[Listed records]

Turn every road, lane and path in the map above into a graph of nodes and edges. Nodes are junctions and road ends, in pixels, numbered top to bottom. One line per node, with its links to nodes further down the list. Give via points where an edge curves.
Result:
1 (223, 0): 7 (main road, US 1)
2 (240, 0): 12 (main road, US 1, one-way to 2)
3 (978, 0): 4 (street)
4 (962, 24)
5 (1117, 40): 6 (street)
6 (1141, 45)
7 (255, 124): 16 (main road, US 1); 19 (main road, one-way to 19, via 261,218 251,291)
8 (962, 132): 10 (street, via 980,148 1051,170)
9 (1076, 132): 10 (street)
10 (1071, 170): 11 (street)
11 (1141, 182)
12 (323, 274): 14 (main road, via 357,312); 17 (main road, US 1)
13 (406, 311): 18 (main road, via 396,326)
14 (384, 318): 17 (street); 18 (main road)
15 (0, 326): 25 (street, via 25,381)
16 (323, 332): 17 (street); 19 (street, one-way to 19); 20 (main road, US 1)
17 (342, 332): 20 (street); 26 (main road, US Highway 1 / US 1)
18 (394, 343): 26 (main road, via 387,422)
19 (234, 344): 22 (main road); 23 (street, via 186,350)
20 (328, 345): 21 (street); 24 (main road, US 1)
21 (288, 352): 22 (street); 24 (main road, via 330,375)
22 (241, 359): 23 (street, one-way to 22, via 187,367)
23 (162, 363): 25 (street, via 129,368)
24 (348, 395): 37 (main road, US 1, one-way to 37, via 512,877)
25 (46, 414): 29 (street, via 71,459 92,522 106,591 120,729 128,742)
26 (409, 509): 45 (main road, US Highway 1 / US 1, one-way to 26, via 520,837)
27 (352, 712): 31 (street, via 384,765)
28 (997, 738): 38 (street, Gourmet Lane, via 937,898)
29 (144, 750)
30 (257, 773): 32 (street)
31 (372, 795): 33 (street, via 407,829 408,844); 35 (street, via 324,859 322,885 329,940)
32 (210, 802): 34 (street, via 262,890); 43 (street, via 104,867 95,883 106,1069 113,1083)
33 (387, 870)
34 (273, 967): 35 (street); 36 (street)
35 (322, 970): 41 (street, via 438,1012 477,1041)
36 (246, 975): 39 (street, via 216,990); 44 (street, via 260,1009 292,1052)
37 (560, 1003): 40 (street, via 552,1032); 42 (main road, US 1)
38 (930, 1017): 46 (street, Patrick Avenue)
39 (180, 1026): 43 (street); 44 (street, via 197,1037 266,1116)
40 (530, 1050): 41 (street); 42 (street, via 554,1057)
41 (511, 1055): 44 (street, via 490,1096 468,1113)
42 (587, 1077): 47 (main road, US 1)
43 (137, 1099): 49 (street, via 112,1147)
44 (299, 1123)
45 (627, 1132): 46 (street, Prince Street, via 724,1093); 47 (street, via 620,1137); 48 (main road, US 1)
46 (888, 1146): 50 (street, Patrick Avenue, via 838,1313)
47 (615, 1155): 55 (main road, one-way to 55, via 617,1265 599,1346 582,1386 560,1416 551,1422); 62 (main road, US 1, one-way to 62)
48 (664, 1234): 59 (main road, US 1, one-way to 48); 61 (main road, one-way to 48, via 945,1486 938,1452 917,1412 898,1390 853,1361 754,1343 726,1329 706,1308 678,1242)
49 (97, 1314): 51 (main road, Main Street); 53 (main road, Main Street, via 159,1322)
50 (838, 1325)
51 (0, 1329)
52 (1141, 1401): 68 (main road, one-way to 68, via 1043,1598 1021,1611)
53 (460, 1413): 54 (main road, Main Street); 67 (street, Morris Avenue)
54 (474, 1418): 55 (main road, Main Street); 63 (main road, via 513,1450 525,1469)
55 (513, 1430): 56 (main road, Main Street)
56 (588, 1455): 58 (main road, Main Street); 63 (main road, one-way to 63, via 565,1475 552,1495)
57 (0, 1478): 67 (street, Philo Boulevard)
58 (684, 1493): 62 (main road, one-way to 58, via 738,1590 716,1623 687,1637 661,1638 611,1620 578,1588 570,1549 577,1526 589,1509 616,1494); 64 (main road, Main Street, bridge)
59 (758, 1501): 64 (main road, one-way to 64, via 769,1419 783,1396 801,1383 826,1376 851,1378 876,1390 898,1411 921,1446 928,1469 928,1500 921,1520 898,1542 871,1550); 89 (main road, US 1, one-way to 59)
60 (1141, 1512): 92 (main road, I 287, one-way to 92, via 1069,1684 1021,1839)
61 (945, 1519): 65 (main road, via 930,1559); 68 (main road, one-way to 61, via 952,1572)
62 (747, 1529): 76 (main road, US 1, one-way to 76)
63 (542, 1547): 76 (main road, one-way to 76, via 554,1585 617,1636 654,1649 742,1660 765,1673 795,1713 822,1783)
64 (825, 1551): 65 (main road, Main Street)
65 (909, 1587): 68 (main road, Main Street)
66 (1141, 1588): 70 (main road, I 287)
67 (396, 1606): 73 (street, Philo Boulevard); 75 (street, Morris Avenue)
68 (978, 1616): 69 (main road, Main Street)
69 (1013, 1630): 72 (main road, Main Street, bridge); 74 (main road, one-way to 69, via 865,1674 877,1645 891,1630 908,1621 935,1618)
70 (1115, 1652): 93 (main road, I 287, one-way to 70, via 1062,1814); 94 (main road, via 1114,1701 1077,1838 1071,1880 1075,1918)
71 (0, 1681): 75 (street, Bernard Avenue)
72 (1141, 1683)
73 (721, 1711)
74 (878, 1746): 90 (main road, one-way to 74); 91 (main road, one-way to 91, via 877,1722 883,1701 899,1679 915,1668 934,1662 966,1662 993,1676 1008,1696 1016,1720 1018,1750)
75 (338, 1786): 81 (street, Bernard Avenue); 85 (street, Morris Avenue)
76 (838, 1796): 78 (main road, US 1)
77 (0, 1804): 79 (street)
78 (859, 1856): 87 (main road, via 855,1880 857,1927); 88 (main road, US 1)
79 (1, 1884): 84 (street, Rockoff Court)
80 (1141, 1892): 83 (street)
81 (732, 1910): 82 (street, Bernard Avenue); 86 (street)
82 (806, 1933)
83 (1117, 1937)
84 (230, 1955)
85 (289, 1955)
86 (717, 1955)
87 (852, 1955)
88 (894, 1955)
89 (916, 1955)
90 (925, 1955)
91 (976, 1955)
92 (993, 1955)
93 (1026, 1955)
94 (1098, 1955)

[/Listed records]

__What to do__.
Reproduce each entry from the records above, character for character.

__Exercise response__.
Turn every road, lane and path in the map above into a graph of nodes and edges. Nodes are junctions and road ends, in pixels, numbered top to bottom. One line per node, with its links to nodes further down the list. Give via points where an edge curves.
Result:
1 (223, 0): 7 (main road, US 1)
2 (240, 0): 12 (main road, US 1, one-way to 2)
3 (978, 0): 4 (street)
4 (962, 24)
5 (1117, 40): 6 (street)
6 (1141, 45)
7 (255, 124): 16 (main road, US 1); 19 (main road, one-way to 19, via 261,218 251,291)
8 (962, 132): 10 (street, via 980,148 1051,170)
9 (1076, 132): 10 (street)
10 (1071, 170): 11 (street)
11 (1141, 182)
12 (323, 274): 14 (main road, via 357,312); 17 (main road, US 1)
13 (406, 311): 18 (main road, via 396,326)
14 (384, 318): 17 (street); 18 (main road)
15 (0, 326): 25 (street, via 25,381)
16 (323, 332): 17 (street); 19 (street, one-way to 19); 20 (main road, US 1)
17 (342, 332): 20 (street); 26 (main road, US Highway 1 / US 1)
18 (394, 343): 26 (main road, via 387,422)
19 (234, 344): 22 (main road); 23 (street, via 186,350)
20 (328, 345): 21 (street); 24 (main road, US 1)
21 (288, 352): 22 (street); 24 (main road, via 330,375)
22 (241, 359): 23 (street, one-way to 22, via 187,367)
23 (162, 363): 25 (street, via 129,368)
24 (348, 395): 37 (main road, US 1, one-way to 37, via 512,877)
25 (46, 414): 29 (street, via 71,459 92,522 106,591 120,729 128,742)
26 (409, 509): 45 (main road, US Highway 1 / US 1, one-way to 26, via 520,837)
27 (352, 712): 31 (street, via 384,765)
28 (997, 738): 38 (street, Gourmet Lane, via 937,898)
29 (144, 750)
30 (257, 773): 32 (street)
31 (372, 795): 33 (street, via 407,829 408,844); 35 (street, via 324,859 322,885 329,940)
32 (210, 802): 34 (street, via 262,890); 43 (street, via 104,867 95,883 106,1069 113,1083)
33 (387, 870)
34 (273, 967): 35 (street); 36 (street)
35 (322, 970): 41 (street, via 438,1012 477,1041)
36 (246, 975): 39 (street, via 216,990); 44 (street, via 260,1009 292,1052)
37 (560, 1003): 40 (street, via 552,1032); 42 (main road, US 1)
38 (930, 1017): 46 (street, Patrick Avenue)
39 (180, 1026): 43 (street); 44 (street, via 197,1037 266,1116)
40 (530, 1050): 41 (street); 42 (street, via 554,1057)
41 (511, 1055): 44 (street, via 490,1096 468,1113)
42 (587, 1077): 47 (main road, US 1)
43 (137, 1099): 49 (street, via 112,1147)
44 (299, 1123)
45 (627, 1132): 46 (street, Prince Street, via 724,1093); 47 (street, via 620,1137); 48 (main road, US 1)
46 (888, 1146): 50 (street, Patrick Avenue, via 838,1313)
47 (615, 1155): 55 (main road, one-way to 55, via 617,1265 599,1346 582,1386 560,1416 551,1422); 62 (main road, US 1, one-way to 62)
48 (664, 1234): 59 (main road, US 1, one-way to 48); 61 (main road, one-way to 48, via 945,1486 938,1452 917,1412 898,1390 853,1361 754,1343 726,1329 706,1308 678,1242)
49 (97, 1314): 51 (main road, Main Street); 53 (main road, Main Street, via 159,1322)
50 (838, 1325)
51 (0, 1329)
52 (1141, 1401): 68 (main road, one-way to 68, via 1043,1598 1021,1611)
53 (460, 1413): 54 (main road, Main Street); 67 (street, Morris Avenue)
54 (474, 1418): 55 (main road, Main Street); 63 (main road, via 513,1450 525,1469)
55 (513, 1430): 56 (main road, Main Street)
56 (588, 1455): 58 (main road, Main Street); 63 (main road, one-way to 63, via 565,1475 552,1495)
57 (0, 1478): 67 (street, Philo Boulevard)
58 (684, 1493): 62 (main road, one-way to 58, via 738,1590 716,1623 687,1637 661,1638 611,1620 578,1588 570,1549 577,1526 589,1509 616,1494); 64 (main road, Main Street, bridge)
59 (758, 1501): 64 (main road, one-way to 64, via 769,1419 783,1396 801,1383 826,1376 851,1378 876,1390 898,1411 921,1446 928,1469 928,1500 921,1520 898,1542 871,1550); 89 (main road, US 1, one-way to 59)
60 (1141, 1512): 92 (main road, I 287, one-way to 92, via 1069,1684 1021,1839)
61 (945, 1519): 65 (main road, via 930,1559); 68 (main road, one-way to 61, via 952,1572)
62 (747, 1529): 76 (main road, US 1, one-way to 76)
63 (542, 1547): 76 (main road, one-way to 76, via 554,1585 617,1636 654,1649 742,1660 765,1673 795,1713 822,1783)
64 (825, 1551): 65 (main road, Main Street)
65 (909, 1587): 68 (main road, Main Street)
66 (1141, 1588): 70 (main road, I 287)
67 (396, 1606): 73 (street, Philo Boulevard); 75 (street, Morris Avenue)
68 (978, 1616): 69 (main road, Main Street)
69 (1013, 1630): 72 (main road, Main Street, bridge); 74 (main road, one-way to 69, via 865,1674 877,1645 891,1630 908,1621 935,1618)
70 (1115, 1652): 93 (main road, I 287, one-way to 70, via 1062,1814); 94 (main road, via 1114,1701 1077,1838 1071,1880 1075,1918)
71 (0, 1681): 75 (street, Bernard Avenue)
72 (1141, 1683)
73 (721, 1711)
74 (878, 1746): 90 (main road, one-way to 74); 91 (main road, one-way to 91, via 877,1722 883,1701 899,1679 915,1668 934,1662 966,1662 993,1676 1008,1696 1016,1720 1018,1750)
75 (338, 1786): 81 (street, Bernard Avenue); 85 (street, Morris Avenue)
76 (838, 1796): 78 (main road, US 1)
77 (0, 1804): 79 (street)
78 (859, 1856): 87 (main road, via 855,1880 857,1927); 88 (main road, US 1)
79 (1, 1884): 84 (street, Rockoff Court)
80 (1141, 1892): 83 (street)
81 (732, 1910): 82 (street, Bernard Avenue); 86 (street)
82 (806, 1933)
83 (1117, 1937)
84 (230, 1955)
85 (289, 1955)
86 (717, 1955)
87 (852, 1955)
88 (894, 1955)
89 (916, 1955)
90 (925, 1955)
91 (976, 1955)
92 (993, 1955)
93 (1026, 1955)
94 (1098, 1955)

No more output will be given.